Task objective: Report every line below that holds the word "bottom".

Data for this exercise:
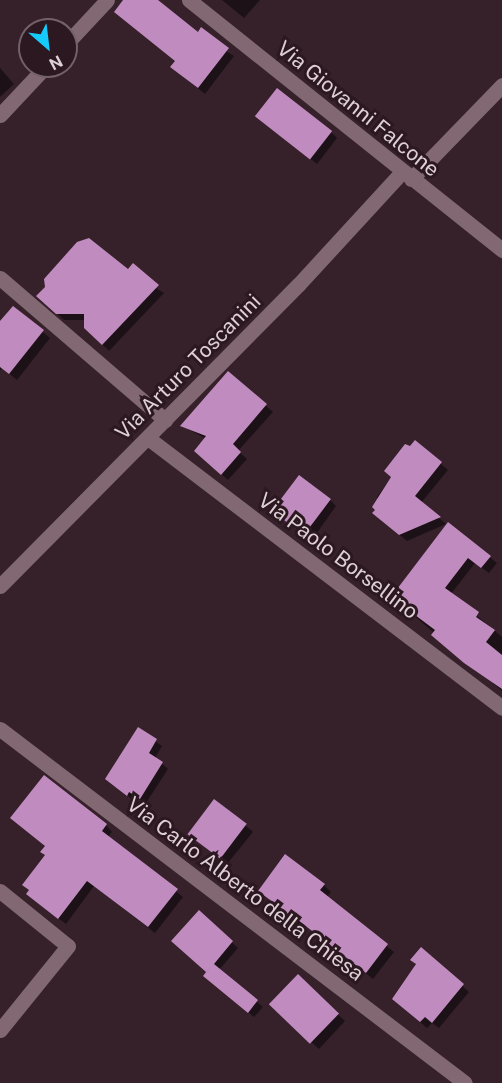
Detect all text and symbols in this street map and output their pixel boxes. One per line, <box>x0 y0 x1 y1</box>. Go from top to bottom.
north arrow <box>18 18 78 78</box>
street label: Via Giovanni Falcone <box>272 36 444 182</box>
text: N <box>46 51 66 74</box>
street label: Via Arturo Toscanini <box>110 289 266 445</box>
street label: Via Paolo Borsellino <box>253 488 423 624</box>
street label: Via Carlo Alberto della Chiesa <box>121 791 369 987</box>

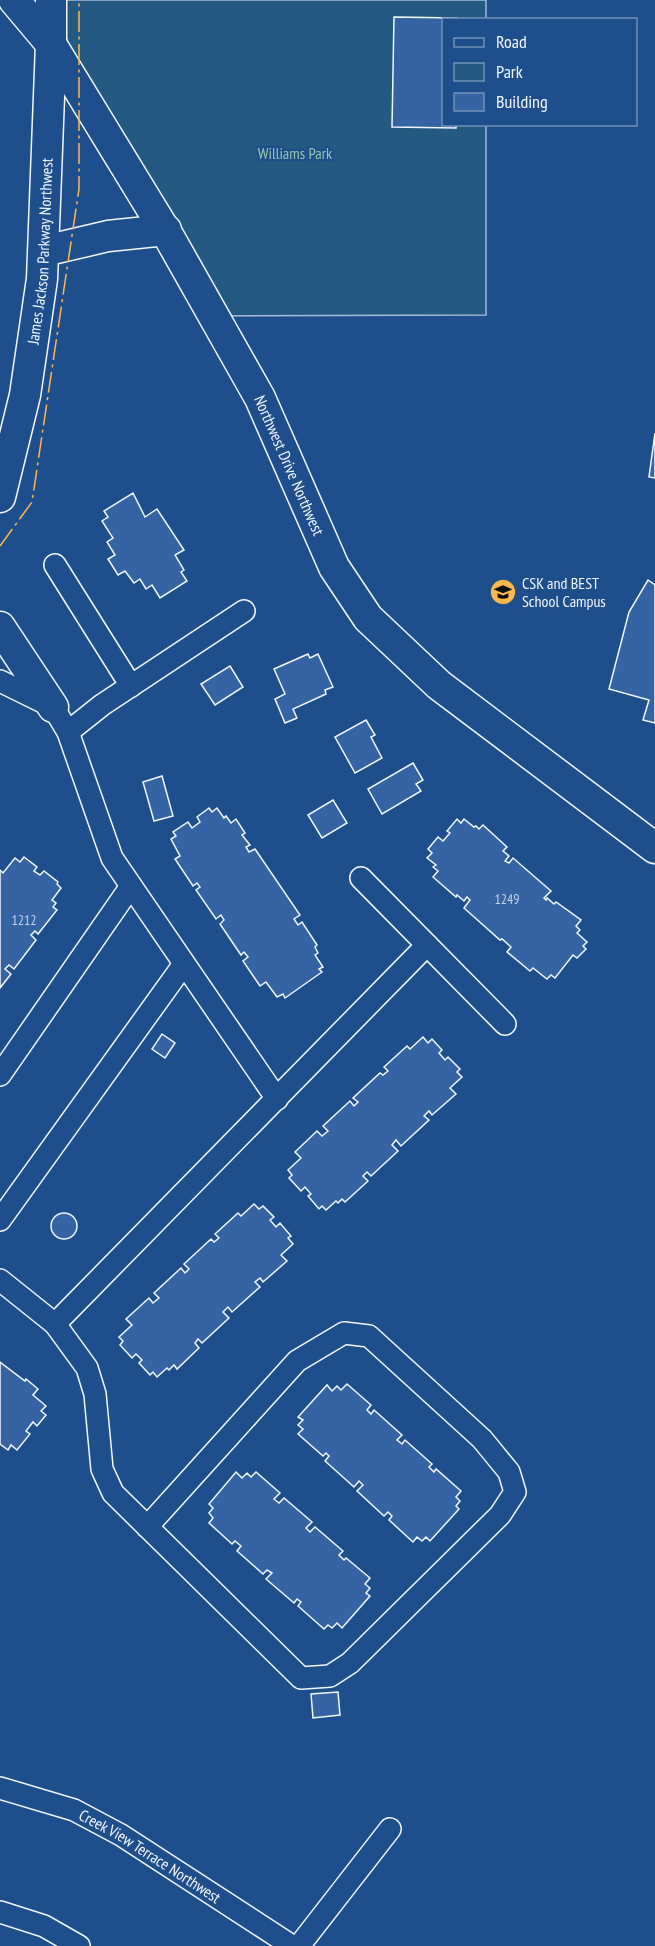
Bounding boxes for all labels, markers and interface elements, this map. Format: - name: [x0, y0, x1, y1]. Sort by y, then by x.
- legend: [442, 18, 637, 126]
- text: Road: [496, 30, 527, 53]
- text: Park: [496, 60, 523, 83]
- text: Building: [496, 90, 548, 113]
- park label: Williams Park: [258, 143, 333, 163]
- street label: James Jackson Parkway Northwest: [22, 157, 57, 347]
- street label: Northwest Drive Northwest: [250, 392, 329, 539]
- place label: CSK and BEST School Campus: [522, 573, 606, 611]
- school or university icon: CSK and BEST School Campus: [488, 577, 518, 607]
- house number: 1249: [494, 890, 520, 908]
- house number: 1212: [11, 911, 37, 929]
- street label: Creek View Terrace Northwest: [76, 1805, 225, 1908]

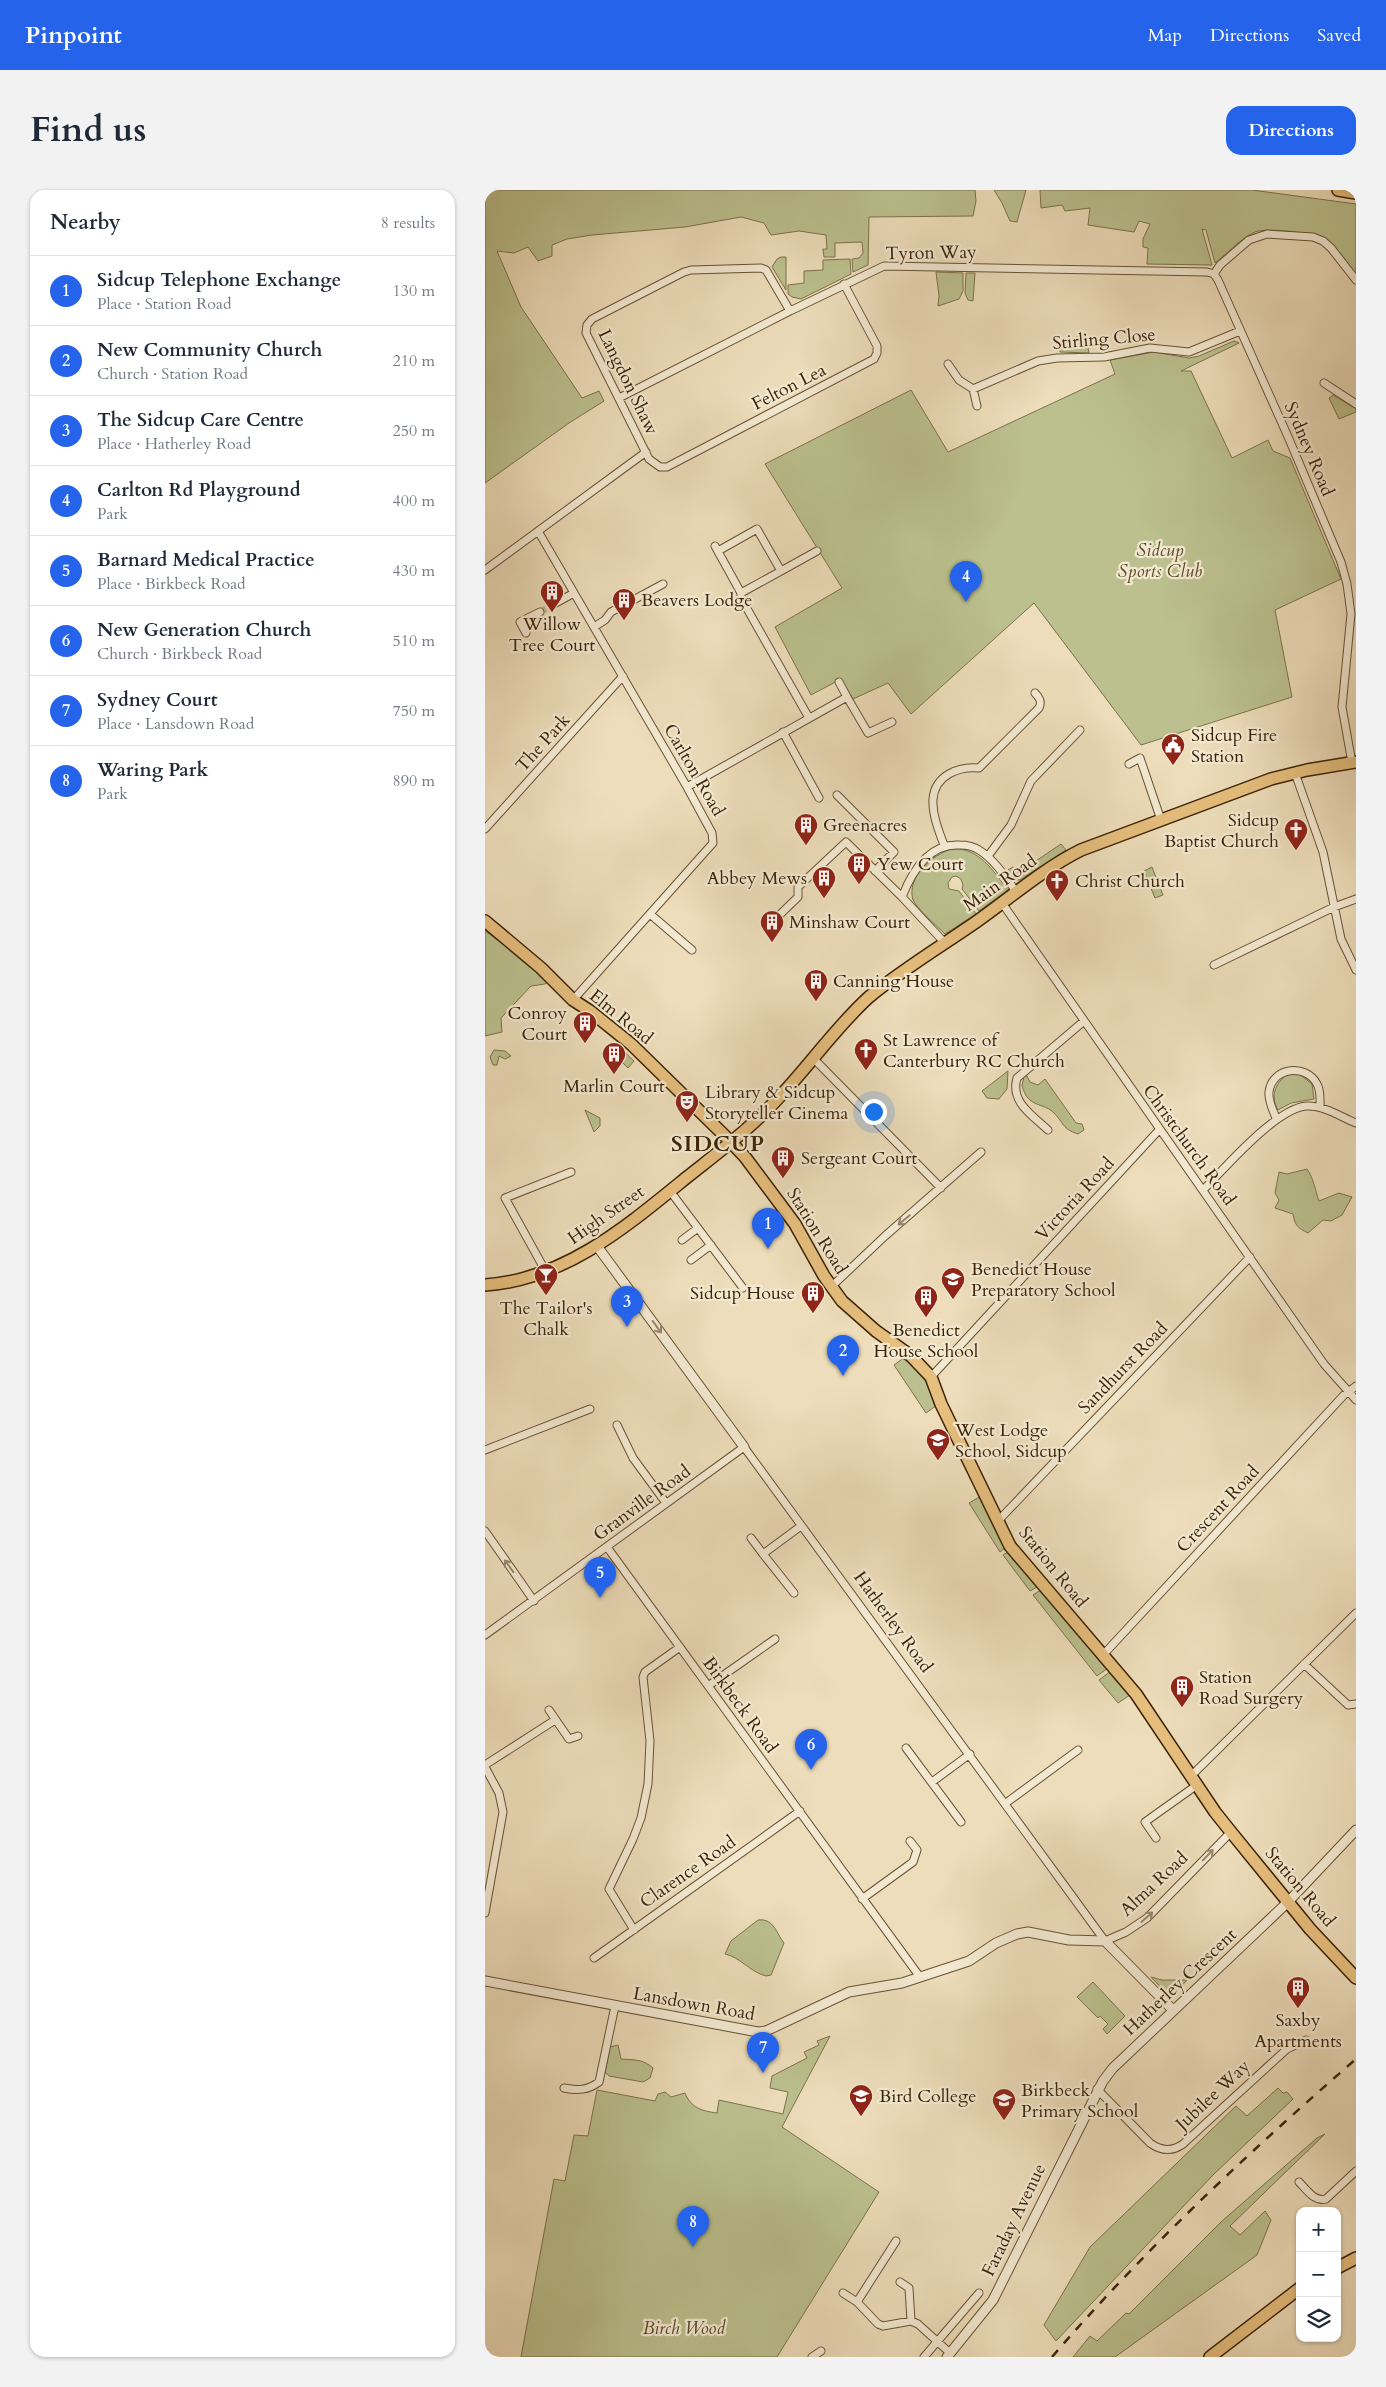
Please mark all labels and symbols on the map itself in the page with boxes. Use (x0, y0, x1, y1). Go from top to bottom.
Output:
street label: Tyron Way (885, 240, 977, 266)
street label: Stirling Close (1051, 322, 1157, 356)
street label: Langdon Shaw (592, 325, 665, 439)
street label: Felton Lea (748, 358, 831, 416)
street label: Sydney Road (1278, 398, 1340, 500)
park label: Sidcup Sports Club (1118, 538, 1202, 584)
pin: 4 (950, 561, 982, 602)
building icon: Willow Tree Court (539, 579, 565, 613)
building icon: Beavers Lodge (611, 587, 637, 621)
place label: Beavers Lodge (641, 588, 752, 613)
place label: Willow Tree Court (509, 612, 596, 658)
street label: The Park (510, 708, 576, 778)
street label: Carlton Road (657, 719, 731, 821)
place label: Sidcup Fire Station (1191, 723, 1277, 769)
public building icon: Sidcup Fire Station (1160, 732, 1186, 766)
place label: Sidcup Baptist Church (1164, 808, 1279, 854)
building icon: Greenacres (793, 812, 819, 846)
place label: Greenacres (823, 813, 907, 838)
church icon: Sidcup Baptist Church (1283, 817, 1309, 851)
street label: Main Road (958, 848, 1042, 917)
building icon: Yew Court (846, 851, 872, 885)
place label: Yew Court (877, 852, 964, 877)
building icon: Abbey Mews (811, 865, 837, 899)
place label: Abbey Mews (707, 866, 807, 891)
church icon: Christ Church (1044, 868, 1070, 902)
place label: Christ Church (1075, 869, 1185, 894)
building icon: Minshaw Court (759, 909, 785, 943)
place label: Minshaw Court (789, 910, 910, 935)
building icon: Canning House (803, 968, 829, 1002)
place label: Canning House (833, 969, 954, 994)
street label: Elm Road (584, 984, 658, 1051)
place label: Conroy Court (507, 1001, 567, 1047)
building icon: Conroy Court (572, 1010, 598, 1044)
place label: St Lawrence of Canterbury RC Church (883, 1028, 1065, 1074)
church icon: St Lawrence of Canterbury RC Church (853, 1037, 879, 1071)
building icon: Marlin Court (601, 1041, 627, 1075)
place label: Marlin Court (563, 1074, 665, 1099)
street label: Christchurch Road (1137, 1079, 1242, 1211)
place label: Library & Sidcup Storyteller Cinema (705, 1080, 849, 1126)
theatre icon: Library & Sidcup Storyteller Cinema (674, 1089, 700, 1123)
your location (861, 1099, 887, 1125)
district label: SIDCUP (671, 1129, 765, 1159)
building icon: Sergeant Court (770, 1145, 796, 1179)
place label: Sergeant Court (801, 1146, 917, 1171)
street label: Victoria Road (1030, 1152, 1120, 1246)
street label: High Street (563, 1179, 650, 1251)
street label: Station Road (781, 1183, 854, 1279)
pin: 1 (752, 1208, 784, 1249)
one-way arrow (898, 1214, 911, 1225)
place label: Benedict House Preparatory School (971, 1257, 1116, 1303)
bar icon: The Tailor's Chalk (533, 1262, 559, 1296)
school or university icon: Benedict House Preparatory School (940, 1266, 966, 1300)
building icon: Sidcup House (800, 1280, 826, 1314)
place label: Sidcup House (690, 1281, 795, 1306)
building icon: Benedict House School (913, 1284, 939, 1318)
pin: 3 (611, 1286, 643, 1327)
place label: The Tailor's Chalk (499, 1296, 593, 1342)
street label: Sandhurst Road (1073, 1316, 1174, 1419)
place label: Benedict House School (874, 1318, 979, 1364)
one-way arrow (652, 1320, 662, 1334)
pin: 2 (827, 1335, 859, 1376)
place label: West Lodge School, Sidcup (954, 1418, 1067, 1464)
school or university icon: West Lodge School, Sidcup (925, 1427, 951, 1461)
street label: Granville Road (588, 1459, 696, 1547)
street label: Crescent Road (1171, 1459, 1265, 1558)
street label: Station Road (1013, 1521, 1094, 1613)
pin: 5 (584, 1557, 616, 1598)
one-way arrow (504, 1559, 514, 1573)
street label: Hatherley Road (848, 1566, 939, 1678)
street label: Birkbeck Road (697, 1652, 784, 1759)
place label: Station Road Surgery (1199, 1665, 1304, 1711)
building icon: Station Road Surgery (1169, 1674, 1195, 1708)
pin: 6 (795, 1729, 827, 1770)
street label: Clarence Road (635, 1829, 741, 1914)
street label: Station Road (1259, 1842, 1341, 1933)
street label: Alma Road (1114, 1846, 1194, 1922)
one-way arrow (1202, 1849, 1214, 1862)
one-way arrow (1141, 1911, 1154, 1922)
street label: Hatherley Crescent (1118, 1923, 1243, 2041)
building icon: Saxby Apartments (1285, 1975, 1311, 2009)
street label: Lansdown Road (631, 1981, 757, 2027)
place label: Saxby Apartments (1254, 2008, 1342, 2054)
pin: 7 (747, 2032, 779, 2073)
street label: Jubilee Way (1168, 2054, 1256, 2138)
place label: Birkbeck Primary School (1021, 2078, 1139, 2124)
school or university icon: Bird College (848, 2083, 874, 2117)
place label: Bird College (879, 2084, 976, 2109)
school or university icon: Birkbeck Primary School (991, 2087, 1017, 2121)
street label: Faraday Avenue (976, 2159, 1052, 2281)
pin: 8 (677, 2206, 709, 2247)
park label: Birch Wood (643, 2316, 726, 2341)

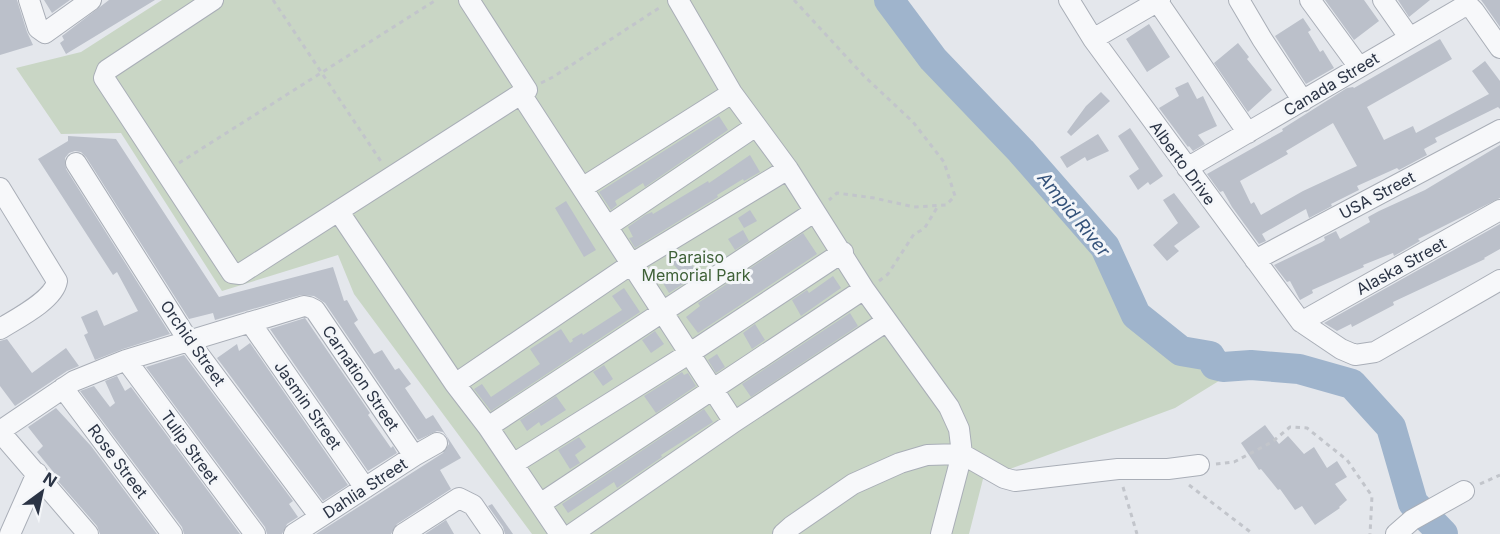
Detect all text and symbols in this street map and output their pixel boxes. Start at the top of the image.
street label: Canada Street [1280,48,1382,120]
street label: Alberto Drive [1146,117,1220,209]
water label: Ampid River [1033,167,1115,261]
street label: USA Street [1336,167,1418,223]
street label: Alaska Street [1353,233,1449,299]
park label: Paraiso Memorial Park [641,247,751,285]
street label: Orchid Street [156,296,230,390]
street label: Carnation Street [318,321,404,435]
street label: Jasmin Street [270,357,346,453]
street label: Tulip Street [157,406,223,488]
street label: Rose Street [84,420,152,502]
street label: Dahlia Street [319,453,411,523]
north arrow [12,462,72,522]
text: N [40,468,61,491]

Your solution:
Detect all text and symbols in this street map and output their pixel boxes. One per line, <box>x0 y0 x1 y1</box>. Go from top to bottom.
Please mark all labels and symbols on the map itself in the page with boxes. Use (x0, y0, x1, y1). Go from top to bottom.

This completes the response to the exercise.